__Collected data entries__
/---

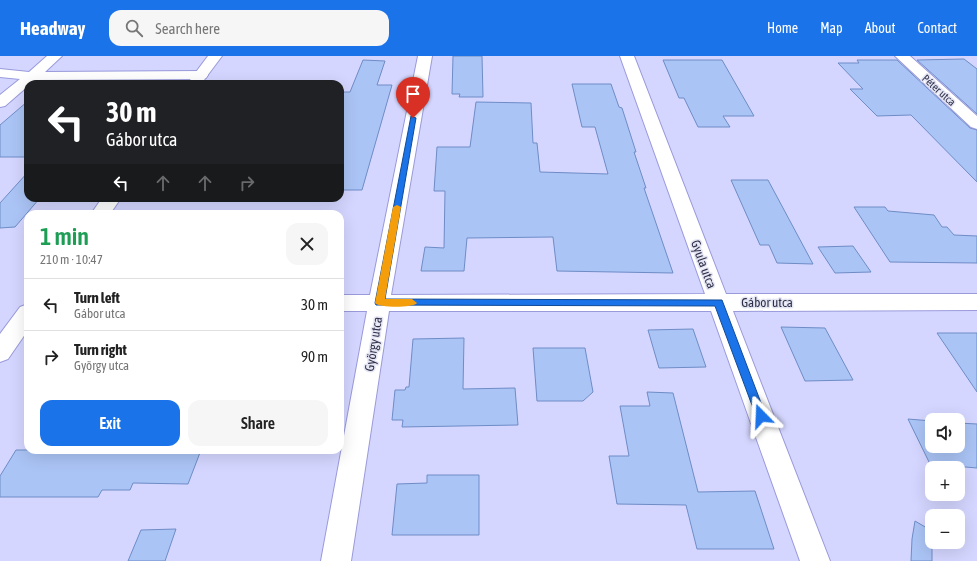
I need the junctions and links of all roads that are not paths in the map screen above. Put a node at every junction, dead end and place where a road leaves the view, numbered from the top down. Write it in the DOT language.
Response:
graph roads {
  1 [pos="55,56"];
  2 [pos="215,56"];
  3 [pos="425,56"];
  4 [pos="627,56"];
  5 [pos="902,56"];
  6 [pos="0,73"];
  7 [pos="32,76"];
  8 [pos="198,79"];
  9 [pos="27,80"];
  10 [pos="24,82"];
  11 [pos="0,102"];
  12 [pos="977,124"];
  13 [pos="718,302"];
  14 [pos="977,302"];
  15 [pos="344,303"];
  16 [pos="379,303"];
  17 [pos="24,319"];
  18 [pos="0,352"];
  19 [pos="336,561"];
  20 [pos="815,561"];
  1 -- 7 [label="street"];
  2 -- 8 [label="street"];
  3 -- 16 [label="street, György utca"];
  4 -- 13 [label="street, Gyula utca"];
  5 -- 12 [label="street, Péter utca"];
  6 -- 7 [label="street"];
  7 -- 8 [label="street"];
  7 -- 9 [label="street"];
  10 -- 11 [label="street"];
  13 -- 14 [label="street, Gábor utca"];
  13 -- 16 [label="street, Gábor utca"];
  13 -- 20 [label="street, Gyula utca"];
  15 -- 16 [label="street, Gábor utca"];
  16 -- 19 [label="street, György utca"];
  17 -- 18 [label="street"];
}
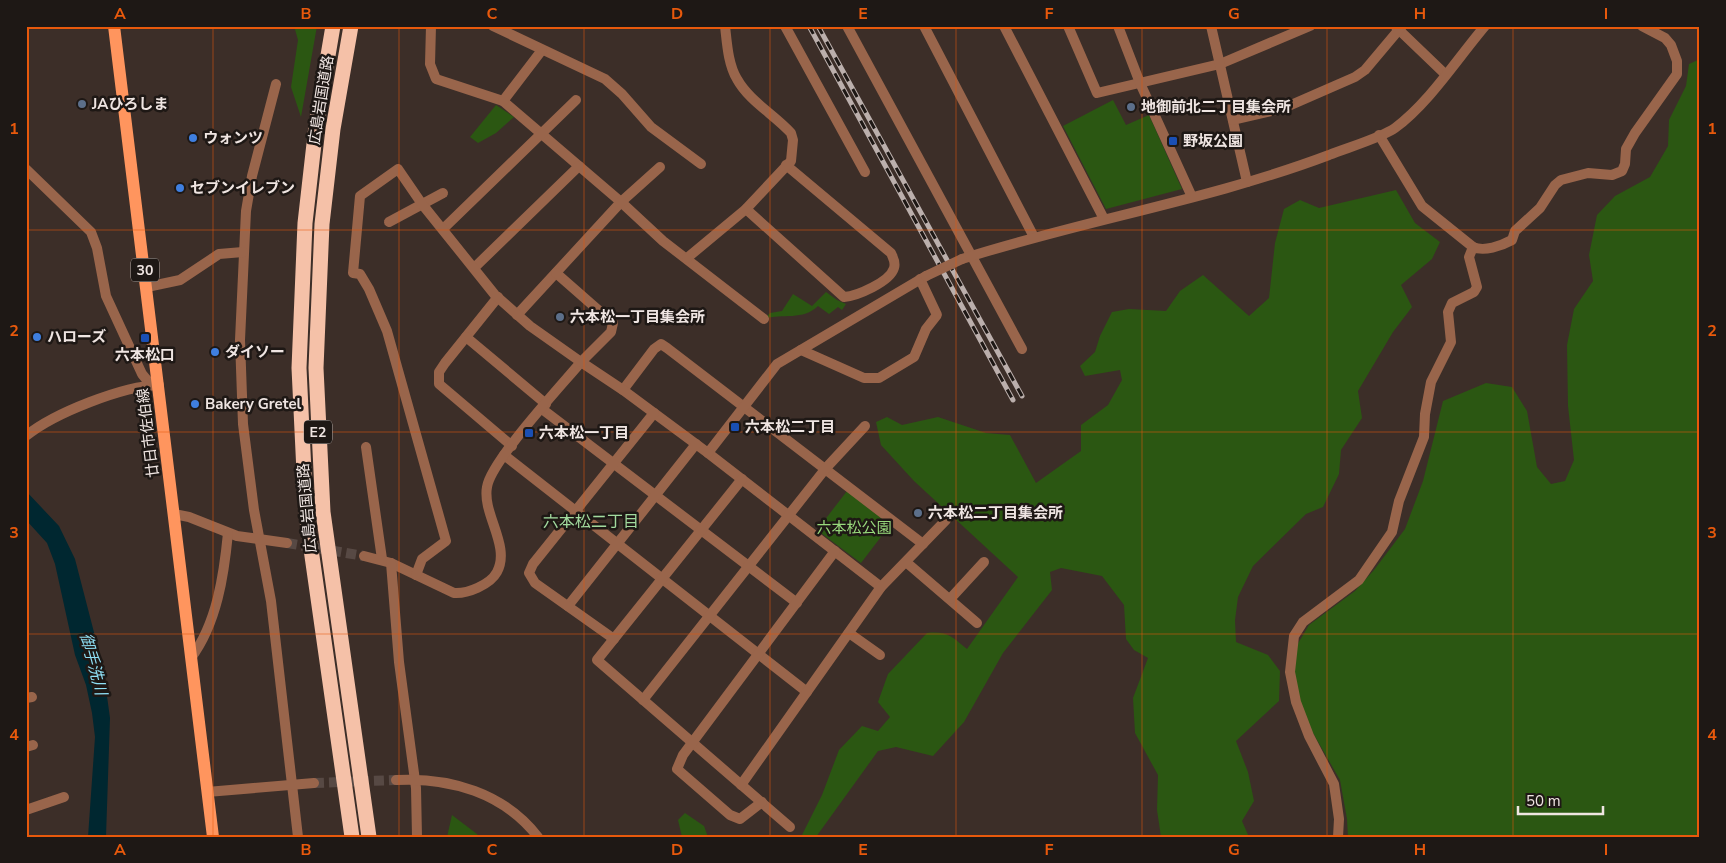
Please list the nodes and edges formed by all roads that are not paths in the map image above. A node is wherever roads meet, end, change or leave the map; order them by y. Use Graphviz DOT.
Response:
graph roads {
  1 [pos="114,26"];
  2 [pos="333,26"];
  3 [pos="351,26"];
  4 [pos="430,26"];
  5 [pos="493,26"];
  6 [pos="725,26"];
  7 [pos="785,26"];
  8 [pos="847,26"];
  9 [pos="1004,26"];
  10 [pos="1068,26"];
  11 [pos="1211,26"];
  12 [pos="1310,26"];
  13 [pos="1485,26"];
  14 [pos="1642,26"];
  15 [pos="927,27"];
  16 [pos="1120,27"];
  17 [pos="1399,28"];
  18 [pos="542,50"];
  19 [pos="1220,64"];
  20 [pos="1445,74"];
  21 [pos="1140,82"];
  22 [pos="276,84"];
  23 [pos="576,100"];
  24 [pos="503,101"];
  25 [pos="1233,120"];
  26 [pos="542,133"];
  27 [pos="1379,135"];
  28 [pos="701,164"];
  29 [pos="786,165"];
  30 [pos="579,166"];
  31 [pos="660,167"];
  32 [pos="26,169"];
  33 [pos="865,172"];
  34 [pos="1247,182"];
  35 [pos="443,194"];
  36 [pos="1192,197"];
  37 [pos="621,202"];
  38 [pos="422,204"];
  39 [pos="746,209"];
  40 [pos="1104,219"];
  41 [pos="388,222"];
  42 [pos="443,230"];
  43 [pos="1034,237"];
  44 [pos="1473,247"];
  45 [pos="243,252"];
  46 [pos="967,257"];
  47 [pos="687,258"];
  48 [pos="474,268"];
  49 [pos="556,273"];
  50 [pos="923,278"];
  51 [pos="148,287"];
  52 [pos="498,297"];
  53 [pos="517,315"];
  54 [pos="764,318"];
  55 [pos="466,336"];
  56 [pos="801,350"];
  57 [pos="1022,350"];
  58 [pos="581,362"];
  59 [pos="155,385"];
  60 [pos="623,390"];
  61 [pos="544,406"];
  62 [pos="744,406"];
  63 [pos="654,413"];
  64 [pos="864,426"];
  65 [pos="26,436"];
  66 [pos="696,444"];
  67 [pos="512,446"];
  68 [pos="366,447"];
  69 [pos="708,453"];
  70 [pos="504,455"];
  71 [pos="614,462"];
  72 [pos="826,468"];
  73 [pos="742,479"];
  74 [pos="656,495"];
  75 [pos="576,510"];
  76 [pos="174,514"];
  77 [pos="789,515"];
  78 [pos="946,520"];
  79 [pos="702,530"];
  80 [pos="228,533"];
  81 [pos="260,539"];
  82 [pos="287,542"];
  83 [pos="618,543"];
  84 [pos="923,544"];
  85 [pos="835,551"];
  86 [pos="364,556"];
  87 [pos="386,561"];
  88 [pos="906,562"];
  89 [pos="984,562"];
  90 [pos="749,566"];
  91 [pos="416,576"];
  92 [pos="662,578"];
  93 [pos="882,587"];
  94 [pos="950,600"];
  95 [pos="797,602"];
  96 [pos="568,606"];
  97 [pos="710,616"];
  98 [pos="977,623"];
  99 [pos="849,633"];
  100 [pos="614,639"];
  101 [pos="758,654"];
  102 [pos="880,655"];
  103 [pos="191,658"];
  104 [pos="807,692"];
  105 [pos="643,700"];
  106 [pos="693,743"];
  107 [pos="414,779"];
  108 [pos="396,780"];
  109 [pos="314,783"];
  110 [pos="291,785"];
  111 [pos="741,785"];
  112 [pos="207,792"];
  113 [pos="64,797"];
  114 [pos="762,802"];
  115 [pos="26,810"];
  116 [pos="790,827"];
  117 [pos="213,837"];
  118 [pos="298,837"];
  119 [pos="352,837"];
  120 [pos="369,837"];
  121 [pos="417,837"];
  122 [pos="538,837"];
  123 [pos="1338,837"];
  1 -- 51 [label="main road, 廿日市佐伯線 / 30"];
  2 -- 119 [label="highway, 広島岩国道路 / E2"];
  3 -- 120 [label="highway, 広島岩国道路 / E2"];
  4 -- 24 [label="street"];
  5 -- 18 [label="street"];
  6 -- 29 [label="street"];
  7 -- 33 [label="street"];
  8 -- 46 [label="street"];
  9 -- 40 [label="street"];
  10 -- 21 [label="street"];
  11 -- 19 [label="street"];
  12 -- 19 [label="street"];
  13 -- 20 [label="street"];
  14 -- 44 [label="street"];
  15 -- 43 [label="street"];
  16 -- 21 [label="street"];
  17 -- 20 [label="street"];
  17 -- 25 [label="street"];
  18 -- 24 [label="street"];
  18 -- 28 [label="street"];
  19 -- 21 [label="street"];
  19 -- 25 [label="street"];
  20 -- 27 [label="street"];
  21 -- 36 [label="street"];
  22 -- 45 [label="street"];
  23 -- 26 [label="street"];
  24 -- 26 [label="street"];
  25 -- 34 [label="street"];
  26 -- 30 [label="street"];
  26 -- 42 [label="street"];
  27 -- 34 [label="street"];
  27 -- 44 [label="street"];
  29 -- 39 [label="street"];
  29 -- 39 [label="street"];
  30 -- 37 [label="street"];
  30 -- 48 [label="street"];
  31 -- 37 [label="street"];
  32 -- 59 [label="street"];
  34 -- 36 [label="street"];
  35 -- 38 [label="street"];
  36 -- 40 [label="street"];
  37 -- 47 [label="street"];
  37 -- 49 [label="street"];
  38 -- 41 [label="street"];
  38 -- 42 [label="street"];
  38 -- 91 [label="street"];
  39 -- 47 [label="street"];
  40 -- 43 [label="street"];
  42 -- 48 [label="street"];
  43 -- 46 [label="street"];
  44 -- 123 [label="street"];
  45 -- 51 [label="street"];
  45 -- 81 [label="street"];
  46 -- 50 [label="street, bridge"];
  46 -- 57 [label="street"];
  47 -- 54 [label="street"];
  48 -- 52 [label="street"];
  49 -- 53 [label="street"];
  49 -- 58 [label="street"];
  50 -- 56 [label="street"];
  50 -- 56 [label="street"];
  51 -- 59 [label="main road, 廿日市佐伯線 / 30"];
  52 -- 53 [label="street"];
  52 -- 55 [label="street"];
  53 -- 58 [label="street"];
  55 -- 61 [label="street"];
  55 -- 67 [label="street"];
  56 -- 62 [label="street"];
  58 -- 60 [label="street"];
  58 -- 61 [label="street"];
  59 -- 65 [label="street"];
  59 -- 76 [label="main road, 廿日市佐伯線 / 30"];
  60 -- 62 [label="street"];
  60 -- 63 [label="street"];
  61 -- 67 [label="street"];
  61 -- 71 [label="street"];
  62 -- 69 [label="street"];
  62 -- 72 [label="street"];
  63 -- 66 [label="street"];
  63 -- 71 [label="street"];
  64 -- 72 [label="street"];
  66 -- 69 [label="street"];
  66 -- 74 [label="street"];
  67 -- 70 [label="street"];
  68 -- 87 [label="street"];
  69 -- 73 [label="street"];
  70 -- 75 [label="street"];
  70 -- 91 [label="street"];
  71 -- 74 [label="street"];
  71 -- 75 [label="street"];
  72 -- 77 [label="street"];
  72 -- 84 [label="street"];
  73 -- 77 [label="street"];
  73 -- 79 [label="street"];
  74 -- 79 [label="street"];
  74 -- 83 [label="street"];
  75 -- 83 [label="street"];
  75 -- 96 [label="street"];
  76 -- 80 [label="street"];
  76 -- 103 [label="main road, 廿日市佐伯線 / 30"];
  77 -- 85 [label="street"];
  77 -- 90 [label="street"];
  78 -- 84 [label="street"];
  79 -- 90 [label="street"];
  79 -- 92 [label="street"];
  80 -- 81 [label="street"];
  80 -- 103 [label="street"];
  81 -- 82 [label="street"];
  81 -- 110 [label="street"];
  83 -- 92 [label="street"];
  83 -- 96 [label="street"];
  84 -- 88 [label="street"];
  85 -- 93 [label="street"];
  85 -- 95 [label="street"];
  86 -- 87 [label="street"];
  87 -- 91 [label="street"];
  87 -- 107 [label="street"];
  88 -- 93 [label="street"];
  88 -- 94 [label="street"];
  89 -- 94 [label="street"];
  90 -- 95 [label="street"];
  90 -- 97 [label="street"];
  92 -- 97 [label="street"];
  92 -- 100 [label="street"];
  93 -- 99 [label="street"];
  94 -- 98 [label="street"];
  95 -- 101 [label="street"];
  96 -- 100 [label="street"];
  97 -- 101 [label="street"];
  97 -- 105 [label="street"];
  99 -- 102 [label="street"];
  99 -- 104 [label="street"];
  100 -- 105 [label="street"];
  101 -- 104 [label="street"];
  101 -- 106 [label="street"];
  103 -- 112 [label="main road, 廿日市佐伯線 / 30"];
  104 -- 111 [label="street"];
  105 -- 106 [label="street"];
  106 -- 111 [label="street"];
  106 -- 114 [label="street"];
  107 -- 108 [label="street"];
  107 -- 121 [label="street"];
  107 -- 122 [label="street"];
  109 -- 110 [label="street"];
  110 -- 112 [label="street"];
  110 -- 118 [label="street"];
  111 -- 114 [label="street"];
  112 -- 117 [label="main road, 廿日市佐伯線 / 30"];
  113 -- 115 [label="street"];
  114 -- 116 [label="street"];
}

\---

__Task goal__
In the answer, give only the lines from the top of the data above through the line with "Please list the", reproduced exactly; no picture may appear.

__Written response__
I need the junctions and links of all roads that are not paths in the map screen above. Put a node at every junction, dead end and place where a road leaves the view, numbered from the top down. Write it in the DOT language.
Response:
graph roads {
  1 [pos="55,56"];
  2 [pos="215,56"];
  3 [pos="425,56"];
  4 [pos="627,56"];
  5 [pos="902,56"];
  6 [pos="0,73"];
  7 [pos="32,76"];
  8 [pos="198,79"];
  9 [pos="27,80"];
  10 [pos="24,82"];
  11 [pos="0,102"];
  12 [pos="977,124"];
  13 [pos="718,302"];
  14 [pos="977,302"];
  15 [pos="344,303"];
  16 [pos="379,303"];
  17 [pos="24,319"];
  18 [pos="0,352"];
  19 [pos="336,561"];
  20 [pos="815,561"];
  1 -- 7 [label="street"];
  2 -- 8 [label="street"];
  3 -- 16 [label="street, György utca"];
  4 -- 13 [label="street, Gyula utca"];
  5 -- 12 [label="street, Péter utca"];
  6 -- 7 [label="street"];
  7 -- 8 [label="street"];
  7 -- 9 [label="street"];
  10 -- 11 [label="street"];
  13 -- 14 [label="street, Gábor utca"];
  13 -- 16 [label="street, Gábor utca"];
  13 -- 20 [label="street, Gyula utca"];
  15 -- 16 [label="street, Gábor utca"];
  16 -- 19 [label="street, György utca"];
  17 -- 18 [label="street"];
}
Please list the nodes and edges formed by all roads that are not paths in the map image above. A node is wherever roads meet, end, change or leave the map; order them by y. Use Graphviz DOT.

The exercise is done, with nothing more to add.